4 Financing Tips for Female Entrepreneurs
Women’s Small Business Month, which happens every October, is a great time to highlight the many contributions and advancements made by female business owners who are making a significant, positive impact to our nation’s economy.
The latest census data shows that in 2012, female-owned firms made up more than 36 percent of all non-farm businesses, up from 30 percent in 2007. As of 2012, there were 9.9 million female-owned businesses — a more than 27 percent increase from 2007.
The fact that the number of women entrepreneurs has increased over the years has been made possible, in part, by their passion, talent and dedication and their ability to obtain essential business support including access to capital. According to a recent Wells Fargo / Gallup national study, 71 percent of women business owners say they feel very or extremely satisfied as a business owner, and 89 percent would do it all over again. Yet women in the survey also expressed less overall interest than men in learning about credit-related issues, particularly choosing the type of credit that is best for their business needs (17 percent versus 28 percent).
It’s important for women entrepreneurs to understand how the use of business credit may benefit their operations. Business credit can provide a business the source of funds it needs for multiple purposes, from bridging gaps in cash flow to pursuing growth opportunities. As women-run businesses continue playing a vital role in our local economy, we want to do everything we can to help these businesses thrive.

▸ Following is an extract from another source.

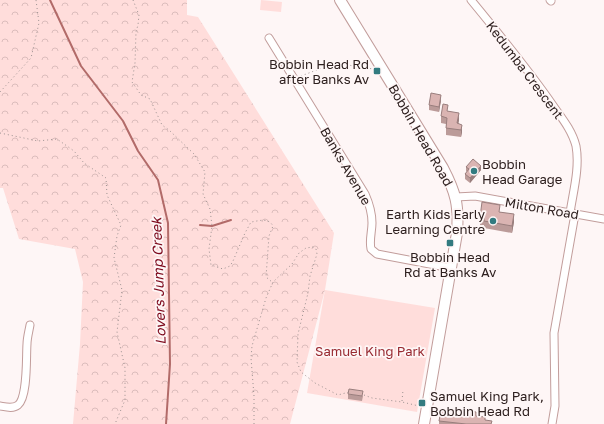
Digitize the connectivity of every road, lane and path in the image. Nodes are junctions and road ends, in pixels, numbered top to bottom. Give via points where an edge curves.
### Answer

Here are four tips we offer women business owners to help them succeed financially:
1. Explore your financing options.
According to the Wells Fargo / Gallup study, women business owners said their top three sources of initial funding for their business are cash or savings (85 percent), personal credit cards (37 percent) and financial gifts or support from family or friends (29 percent). Today, business owners have many business financing options to consider.
If a conventional business loan doesn’t meet your specific needs, you may want to explore an SBA 7(a) loan. Talk with your banker about the full array of credit options available for your business to identify the best option for you.